Should I keep practicing on the AE-1, or would a digital camera be a better way to learn exposure and the basics of photography?
Originally by Photography Stack Exchange contributor. Source · Licensed CC BY-SA 4.0
Photography Stack Exchange contributor
7y ago
2 Answers
6
The advantages to learning exposure with digital are that it doesn't cost you any more to make more exposures (no film/development costs) and immediate feedback. You can instantly see the effect of setting change when you take the image (or if you're using a camera where you compose on the LCD or through an electronic viewfinder in liveview, before you take the shot with exposure simulation). In addition, each image you take will have embedded metadata that will let you check later on what iso, aperture, and shutter speed settings you used. Film doesn't dot that, and you have to keep notes, which can be awkward while you're shooting.
But on the flip side, film will give you shot discipline in mental editing quite a bit harder before you mash that button that digital spray'n'prayers may never learn. :) The main problem here with your AE-1 is that you may not know if it's working correctly or needs to be service as well as your skillset not yet being able to figure out where you might have gone wrong if the exposure isn't right.

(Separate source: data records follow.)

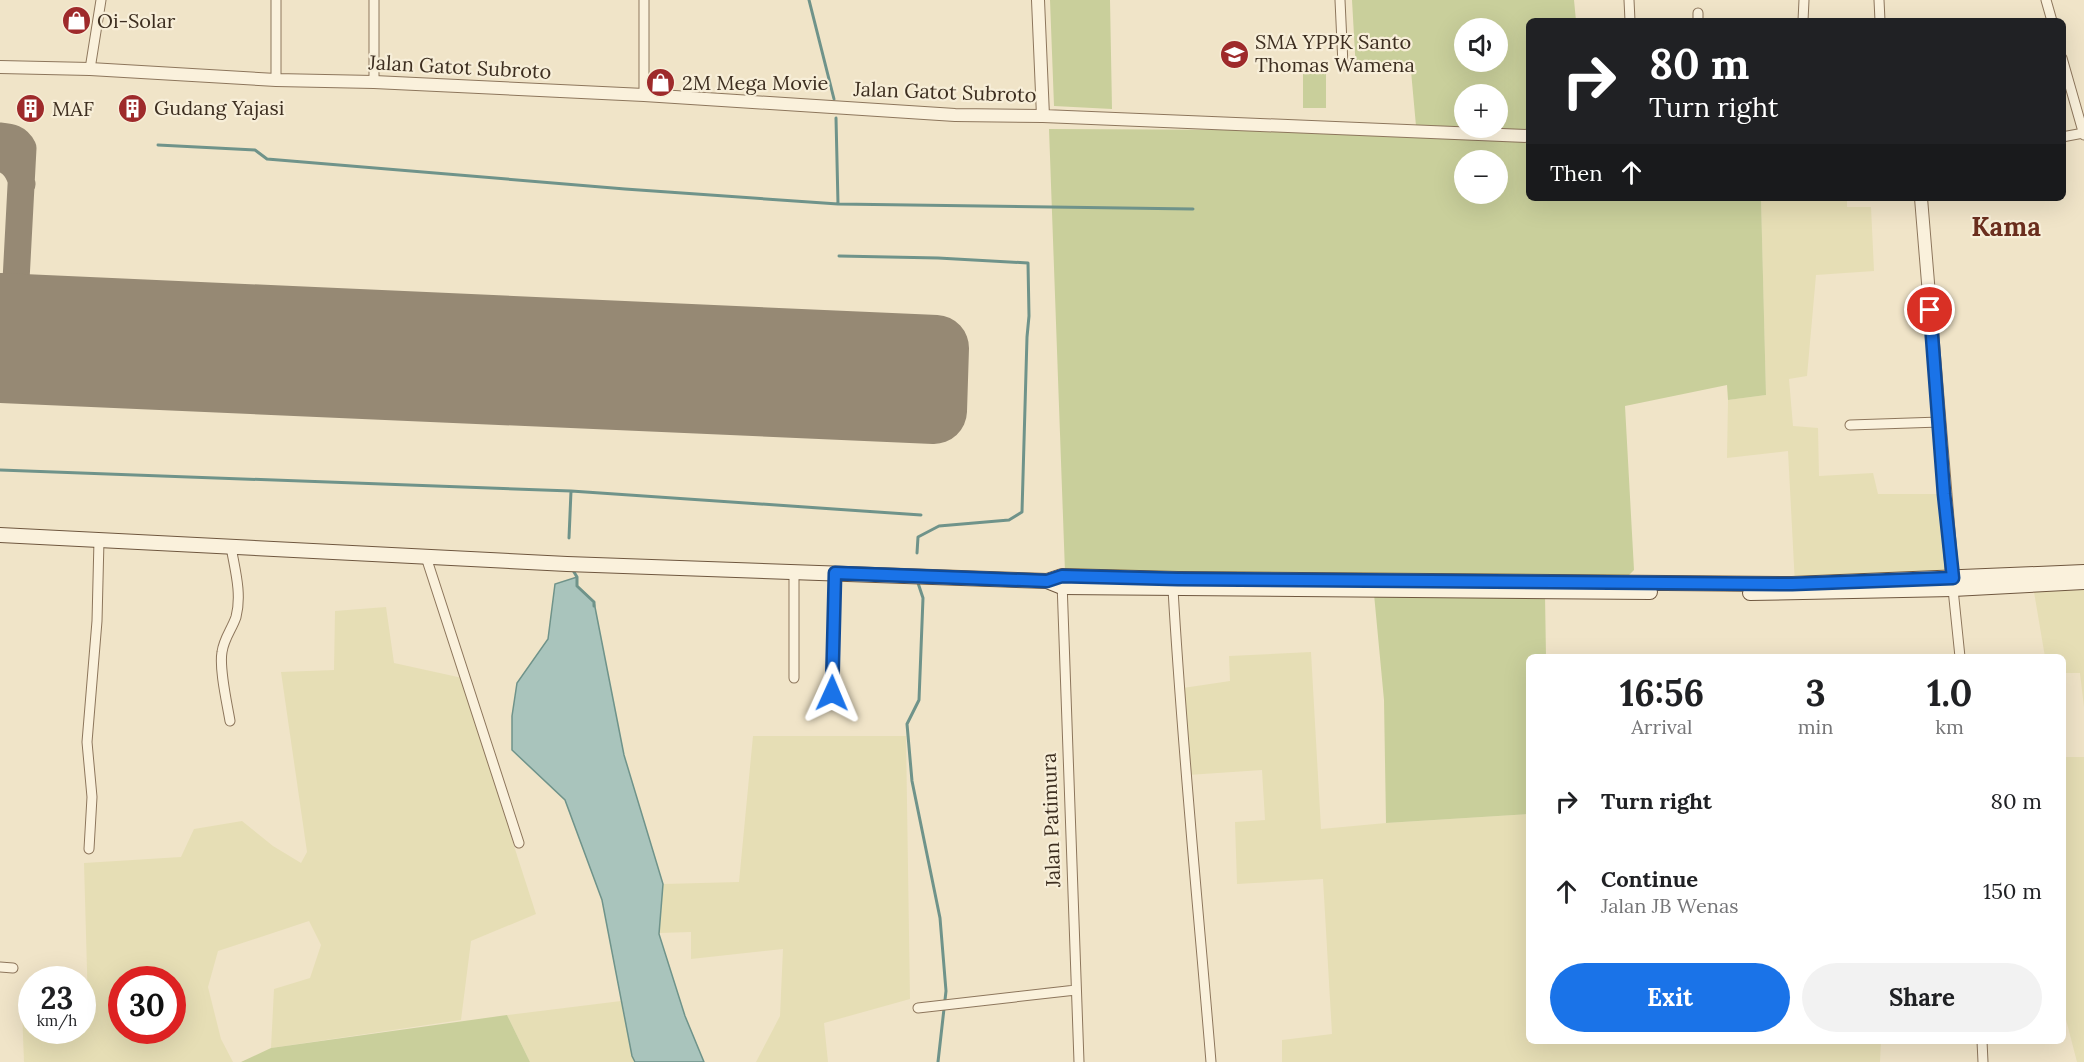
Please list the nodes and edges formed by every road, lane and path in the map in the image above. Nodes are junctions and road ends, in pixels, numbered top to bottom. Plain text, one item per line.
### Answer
1 (101, 0) edge
2 (276, 0) edge
3 (374, 0) edge
4 (644, 0) edge
5 (1038, 0) edge
6 (1340, 0) edge
7 (1629, 0) edge
8 (1804, 0) edge
9 (1880, 0) edge
10 (2046, 0) edge
11 (1630, 18) edge
12 (1803, 18) edge
13 (1880, 18) edge
14 (2051, 18) edge
15 (1343, 65) dead end
16 (0, 67) edge
17 (90, 69) junction
18 (2066, 72) edge
19 (276, 80) junction
20 (374, 82) junction
21 (644, 95) junction
22 (1043, 116) junction
23 (2084, 134) edge
24 (1526, 136) edge
25 (2066, 136) edge
26 (1921, 201) edge
27 (1940, 422) junction
28 (1850, 425) dead end
29 (0, 535) edge
30 (99, 540) junction
31 (231, 547) junction
32 (426, 557) junction
33 (2084, 572) edge
34 (794, 573) junction
35 (835, 573) junction
36 (1062, 582) junction
37 (2084, 582) edge
38 (1953, 583) junction
39 (1384, 585) junction
40 (1173, 589) junction
41 (1960, 654) edge
42 (794, 678) dead end
43 (832, 693) dead end
44 (230, 722) dead end
45 (519, 843) dead end
46 (89, 849) dead end
47 (0, 967) edge
48 (13, 968) dead end
49 (1076, 990) junction
50 (918, 1008) dead end
51 (1982, 1044) edge
52 (1079, 1062) edge
53 (1211, 1062) edge
54 (1983, 1062) edge

1 - 17 street
2 - 19 street
3 - 20 street
4 - 21 street
5 - 22 street
6 - 15 street
7 - 11 street
8 - 12 street
9 - 13 street
10 - 14 street
16 - 17 street, Jalan Gatot Subroto
17 - 19 street, Jalan Gatot Subroto
18 - 23 street
19 - 20 street, Jalan Gatot Subroto
20 - 21 street, Jalan Gatot Subroto
21 - 22 street, Jalan Gatot Subroto
22 - 24 street, Jalan Gatot Subroto
23 - 25 street
26 - 27 street
27 - 28 street
27 - 38 street
29 - 30 main road
30 - 31 main road
30 - 46 street
31 - 32 main road
31 - 44 street
32 - 34 main road
32 - 45 street
33 - 38 main road
34 - 35 main road
34 - 42 street
35 - 36 main road
35 - 43 street
36 - 39 main road
36 - 40 main road
36 - 49 street, Jalan Patimura
37 - 38 main road
38 - 39 main road
38 - 41 street
39 - 40 main road
40 - 53 street
47 - 48 street
49 - 50 street
49 - 52 street, Jalan Patimura
51 - 54 street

But you don't necessarily have to use a digital camera if the film camera works fine (no light leaks, broken parts, etc.) it might be worth it for you to put a light metering app on your smartphone. Some of them do exposure simulation and if they match your AE-1's exposure, then maybe it's a way to have a preview first before you shoot.
Originally by user27440. Source · Licensed CC BY-SA 4.0
user27440
7y ago
0
Generated from our catalog & community — verify before relying on it.
For most beginners, digital is the easier and more efficient way to learn exposure.
Digital gives you immediate feedback, lets you shoot a lot without film/development cost, and records the settings for each frame so you can review what worked. That makes it much easier to connect aperture, shutter speed, and ISO to the results you see.
Film can still teach you good habits. It encourages slower, more deliberate shooting and can be a great way to learn if you specifically want to learn film photography. But it’s less convenient for experimentation, more expensive per shot, and harder to diagnose mistakes because you don’t see results right away. Film can also add extra variables like development and scanning.
So the practical advice is: if your main goal is learning photography basics and exposure quickly, use digital. If you’re excited by film itself, it’s fine to keep using the AE-1 too—just expect a slower learning process. Interest and consistency matter more than the format.